Mr. Speaker, the government is offering $100 a month while the cost of full time child care can reach $90 a day. A few more dollars in people's pockets does nothing to create new spaces. This is not a choice; it is only an illusion of choice.
Meanwhile, the move to cancel the agreement that the provinces negotiated in good faith and signed with the Government of Canada is already taking choices away from Canadians. There will be no choice for the single mother who thinks she is going back to school this fall if the spaces that were going to be created are not.
The waiting lists are just getting longer and longer. There will be no choice for the child care worker in Alberta to attend a course in order to earn an early child care educator certificate if the jobs are not there after she earns it. There will be no choice for the Saskatchewan nurse who decides to stay home until her child is in school if the proposed program for all four year olds in that province is cancelled. That nurse will not be in the workforce this fall.
That is the real, personal, and immediate impact on Canadians, economic and social, as a result of the cancellation of the early learning and child care agreement. It is long term social and economic costs. We know that if we do not invest in our children, we pay dearly down the road in health care costs, special education and corrections. When parents who need help do not get it, we all lose. We lose money.

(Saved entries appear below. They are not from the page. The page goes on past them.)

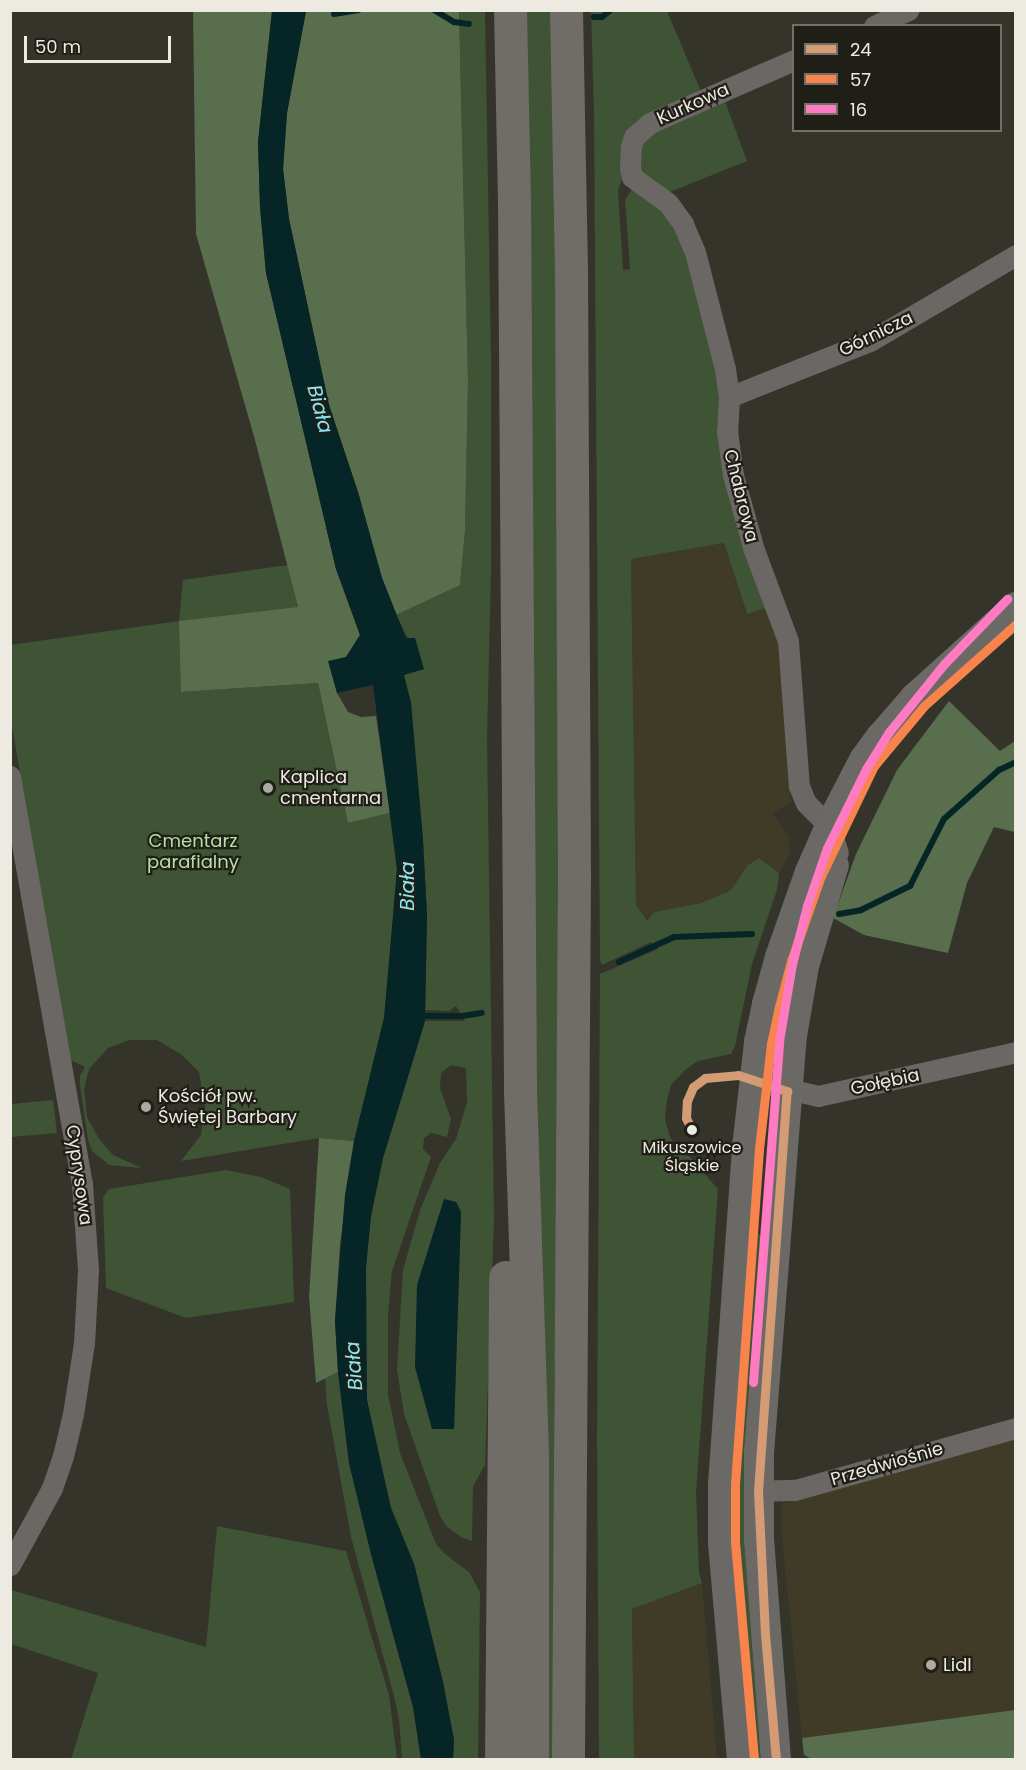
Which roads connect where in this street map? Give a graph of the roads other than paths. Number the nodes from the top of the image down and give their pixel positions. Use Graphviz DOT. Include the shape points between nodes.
graph roads {
  1 [pos="510,10"];
  2 [pos="566,10"];
  3 [pos="909,10"];
  4 [pos="878,24"];
  5 [pos="792,61"];
  6 [pos="632,177"];
  7 [pos="1016,255"];
  8 [pos="729,397"];
  9 [pos="1008,613"];
  10 [pos="10,776"];
  11 [pos="834,840"];
  12 [pos="1016,1052"];
  13 [pos="754,1081"];
  14 [pos="520,1090"];
  15 [pos="787,1091"];
  16 [pos="1016,1428"];
  17 [pos="758,1491"];
  18 [pos="10,1565"];
  19 [pos="501,1760"];
  20 [pos="532,1760"];
  21 [pos="568,1760"];
  22 [pos="742,1760"];
  23 [pos="776,1760"];
  1 -- 14 [label="highway"];
  2 -- 21 [label="highway" via="574,863"];
  3 -- 4 [label="street"];
  5 -- 6 [label="street, Kurkowa" via="641,129 631,147"];
  6 -- 8 [label="street, Chabrowa" via="668,203 683,224 695,252 718,336"];
  7 -- 8 [label="street, Górnicza" via="870,341"];
  8 -- 11 [label="street, Chabrowa" via="727,432 733,475 754,550 788,641 799,786 806,803"];
  9 -- 11 [label="main road" via="940,674 881,736 854,778"];
  10 -- 18 [label="street, Cyprysowa" via="82,1184 88,1270 84,1342 63,1456 52,1488"];
  11 -- 13 [label="main road" via="810,872 780,957"];
  11 -- 15 [label="main road" via="804,966"];
  12 -- 15 [label="street, Gołębia" via="818,1096"];
  13 -- 15 [label="street, Gołębia"];
  13 -- 22 [label="main road" via="723,1484 723,1543"];
  14 -- 19 [label="highway" via="507,1147"];
  14 -- 20 [label="highway" via="532,1457"];
  15 -- 17 [label="main road"];
  16 -- 17 [label="street, Przedwiośnie" via="795,1490"];
  17 -- 23 [label="main road"];
}
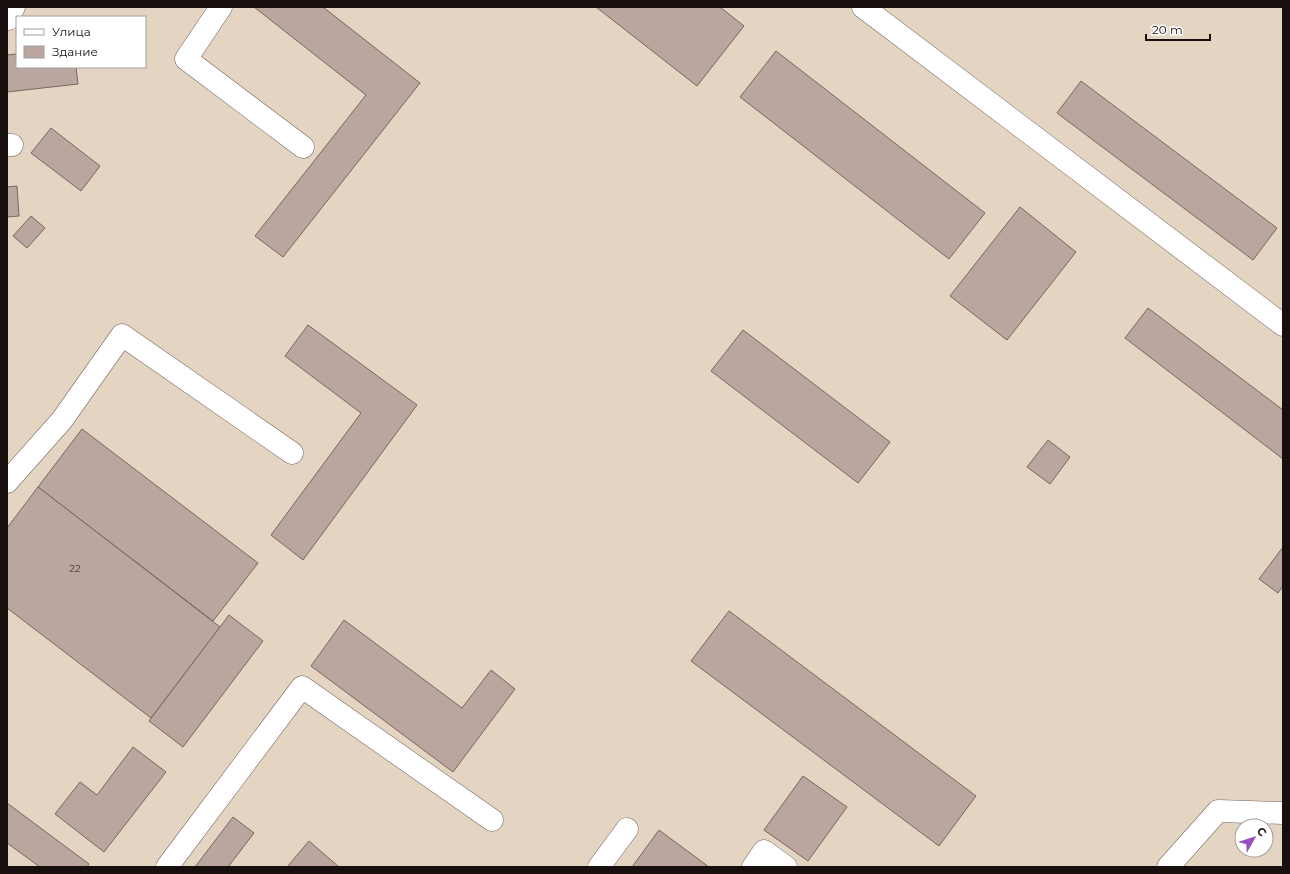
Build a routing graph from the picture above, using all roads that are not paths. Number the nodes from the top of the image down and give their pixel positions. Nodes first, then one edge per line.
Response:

For every public dollar we invest in preschool children, we save $2 later. We save $7 later for the children from our most vulnerable families in corrections, special education, and mental health. We lose when at risk children grow up to become dangerous to themselves and to society.
I am not alone. The majority of Canadians want this program. All 10 provincial governments have made their choice as demonstrated through agreements they have signed. Parents and advocacy groups have been clear.
In January nearly 63% of Canadians voted for a party that supports a national system of early learning and child care. These parents know that such a program will give all of our children the opportunity to thrive while giving them as individuals the peace of mind that they need to be full participants in the workforce if they so choose.
Almost all Canadians are aware of the importance of child care services in early childhood development. Ninety-four per cent believe that the first six years of life are the most important for brain development. Eighty-nine per cent believe that poor child care services hinder development regardless of family history. Seventy-nine per cent feel that well-trained child care workers provide better service.
Child care services have overcome significant obstacles in the public eye. Two-thirds of the population now feel that these services foster child development. Only 17% perceive them as “child-minding” services.
Child care services are also viewed as an essential service.
We are now paying horribly in Toronto for the ideologically driven cuts that Mike Harris made to homework clubs and family counselling. That has resulted in a problem with guns and gangs, Those kids felt, after joining a gang, that it was the first time they ever belonged. The first time they had ever been told they were good at something was when they were found to be good at shoplifting.
I have talked to those kids. They know that had there been a homework club, had there been family counselling, and had there been the kinds of interventions in the community, their lives would have been very different. I believe the government must stick to the facts and must do what is evidence based. Trying to pit parents against child care workers as though it is either/or, is absolutely unacceptable.
I encourage the minister, the Prime Minister and the entire caucus to go to an early learning centre and talk to the moms and dads there who want more resources like that for their families. Every day they are grateful and every day they want the government to do the right thing and honour the agreements. This government will be accountable for the results, socially and economically, the number of child care spaces, and the readiness to learn measurements as the children hit school.
Cancelling agreements with the provinces has major social and economic consequences.
I want the government to be put on notice that we are watching for the results.